By now many of us have heard the phrase “Sitting is the new smoking” but it truly isn’t an exaggeration. Dr. James Levine co-director at the Mayo clinic says, “Sitting is more dangerous than smoking, kills more people than HIV and is more treacherous than parachuting. We are sitting ourselves to death.”
Here’s why, 70 % of full time American workers hate sitting but 86% do it all day, every day. In addition to all that sitting at work, meals and commuting, 36% add 1-2 hours watching T.V., 29% add home computer time, 25% lounge while reading etc. and 10% game for 1-2 additional hours. Americans sitting an average of 13 hours daily combined with sleeping 8 hours, results in a sedentary lifestyle of 21 hours per day!
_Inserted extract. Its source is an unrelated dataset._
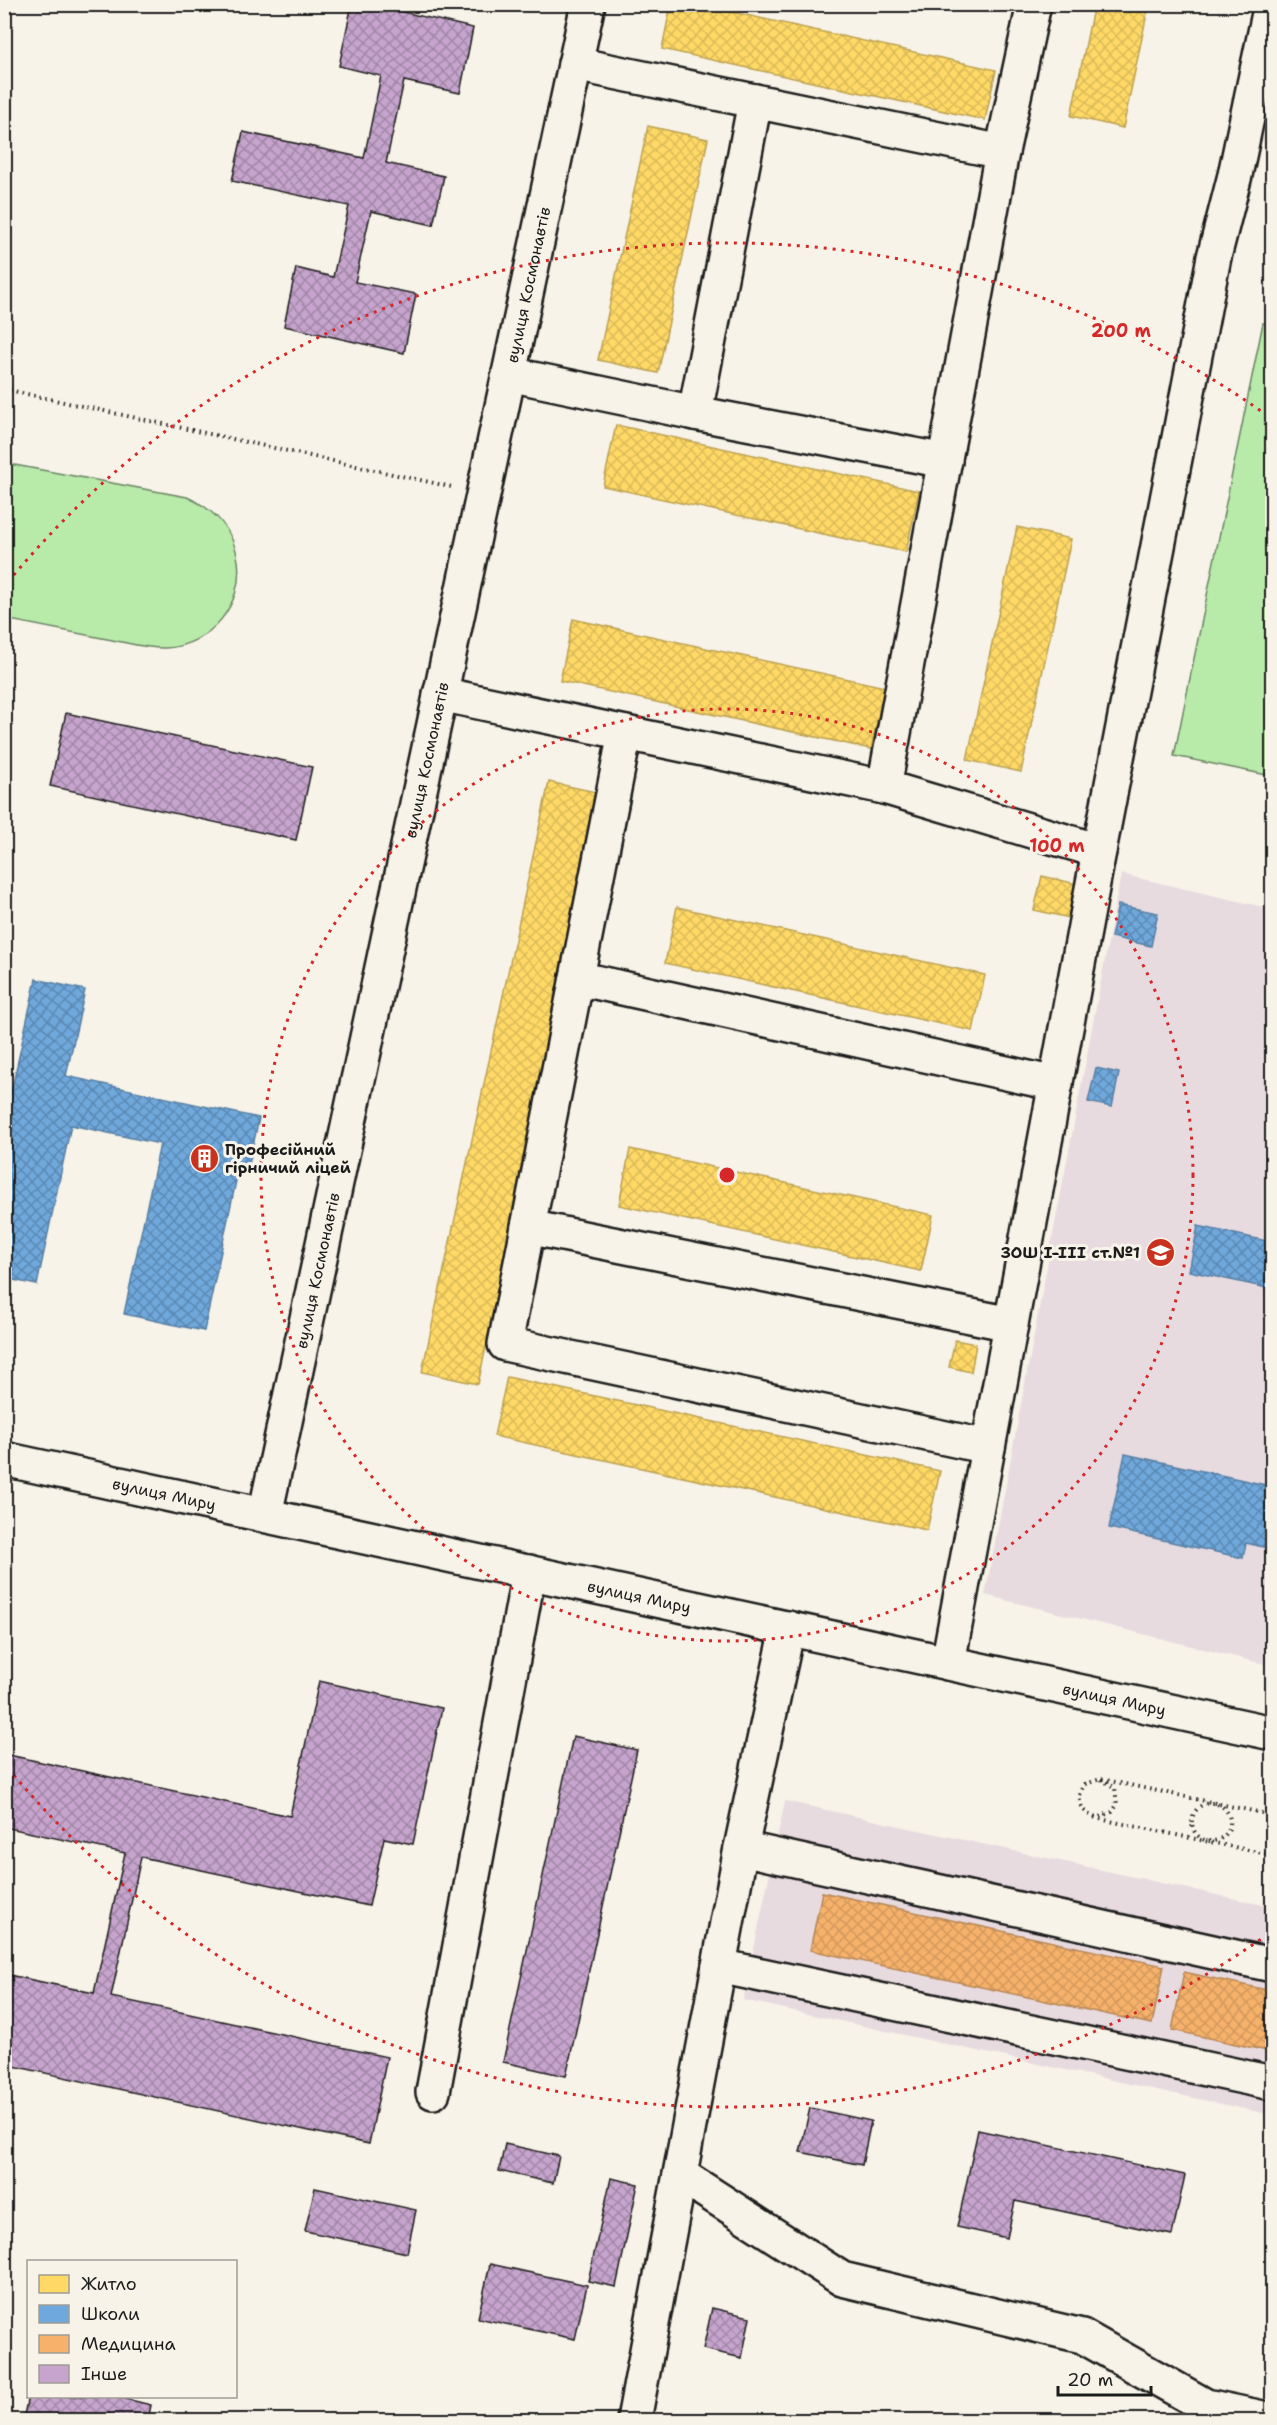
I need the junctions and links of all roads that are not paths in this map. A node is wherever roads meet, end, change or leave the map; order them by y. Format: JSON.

The link between sedentary lifestyles and diabetes, several types of cancer, obesity, cardiovascular disease and depression is undeniable. Not surprising that the scientific community has started using the phrase “sitting disease.” The positive is that standing increases energy, burns extra calorie, tones muscles, improves posture, increases blood flow, decreases blood sugar levels and ramps up metabolism. Experts recommend the maximum amount of time that you should be sitting in total is 3 hours per day! That may be challenging for office workers who may not have much control over their time and environment. Some suggestions include using a stand up desk. Many large companies have seen the research by now and understand it’s actually in their best interest to allow or even provide this alternative. Holding standing only or walking meetings are not only invigorating but tend to be more efficient and productive. On the other hand, some smaller companies, such as Fully-Verified, went a step further and have built a recreation room in their premises. Many of my clients have implemented healthy self-care “rules” like standing for all phone calls, walking to coworkers instead of emailing or taking stairs instead of elevators.
What is helpful to remember is that interrupting the sitting is crucial. Any type of extra movement, shift in position, bending down, even fidgeting, is beneficial. While the real self protection resides in radically reducing the amount of time spent sitting on a daily basis, the interruption of sitting is a worthwhile and instantly empowering strategy. Sit no more than 50 minutes straight, ideally more like 30 minutes, without a standing and/or movement break. Not only will it improve your physical health, it is also better for your mind as studies show that deep, sustained concentration for 45-50 minutes followed by a 10 minute break is the most efficient and effective way to work, greatly enhancing productivity. Changing one’s perspective and attitude regarding sitting will help implement and sustain these strategies as opportunities to vastly improve overall health.
Sources for more ideas on how to sit less and integrate more movement into your day include: Get Up!: Why Your Chair Is Killing You and What You Can Do About It by Dr. James Levine.